▶ [Exercise] Reproduce all of the records exactly.

(Dataset items)
-*-

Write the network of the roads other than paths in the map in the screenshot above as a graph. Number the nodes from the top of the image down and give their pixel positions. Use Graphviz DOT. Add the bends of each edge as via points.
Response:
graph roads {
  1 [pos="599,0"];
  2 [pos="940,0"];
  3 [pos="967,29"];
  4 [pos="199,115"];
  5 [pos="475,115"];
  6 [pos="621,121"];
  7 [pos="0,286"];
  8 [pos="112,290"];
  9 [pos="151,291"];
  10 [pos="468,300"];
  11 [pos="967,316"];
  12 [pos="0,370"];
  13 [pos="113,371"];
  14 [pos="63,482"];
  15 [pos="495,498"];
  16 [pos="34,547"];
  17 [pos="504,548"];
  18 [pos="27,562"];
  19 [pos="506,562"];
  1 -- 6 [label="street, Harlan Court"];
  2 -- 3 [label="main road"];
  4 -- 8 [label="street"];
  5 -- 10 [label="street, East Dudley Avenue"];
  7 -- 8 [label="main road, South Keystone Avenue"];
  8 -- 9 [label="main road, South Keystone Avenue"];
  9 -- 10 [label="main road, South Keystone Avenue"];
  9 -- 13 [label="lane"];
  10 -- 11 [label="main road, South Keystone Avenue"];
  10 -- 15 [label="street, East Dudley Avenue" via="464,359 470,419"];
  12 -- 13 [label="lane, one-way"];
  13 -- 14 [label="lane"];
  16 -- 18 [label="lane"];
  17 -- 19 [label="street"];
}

-*-

▶ [Result of this task]
Write the network of the roads other than paths in the map in the screenshot above as a graph. Number the nodes from the top of the image down and give their pixel positions. Use Graphviz DOT. Add the bends of each edge as via points.
Response:
graph roads {
  1 [pos="599,0"];
  2 [pos="940,0"];
  3 [pos="967,29"];
  4 [pos="199,115"];
  5 [pos="475,115"];
  6 [pos="621,121"];
  7 [pos="0,286"];
  8 [pos="112,290"];
  9 [pos="151,291"];
  10 [pos="468,300"];
  11 [pos="967,316"];
  12 [pos="0,370"];
  13 [pos="113,371"];
  14 [pos="63,482"];
  15 [pos="495,498"];
  16 [pos="34,547"];
  17 [pos="504,548"];
  18 [pos="27,562"];
  19 [pos="506,562"];
  1 -- 6 [label="street, Harlan Court"];
  2 -- 3 [label="main road"];
  4 -- 8 [label="street"];
  5 -- 10 [label="street, East Dudley Avenue"];
  7 -- 8 [label="main road, South Keystone Avenue"];
  8 -- 9 [label="main road, South Keystone Avenue"];
  9 -- 10 [label="main road, South Keystone Avenue"];
  9 -- 13 [label="lane"];
  10 -- 11 [label="main road, South Keystone Avenue"];
  10 -- 15 [label="street, East Dudley Avenue" via="464,359 470,419"];
  12 -- 13 [label="lane, one-way"];
  13 -- 14 [label="lane"];
  16 -- 18 [label="lane"];
  17 -- 19 [label="street"];
}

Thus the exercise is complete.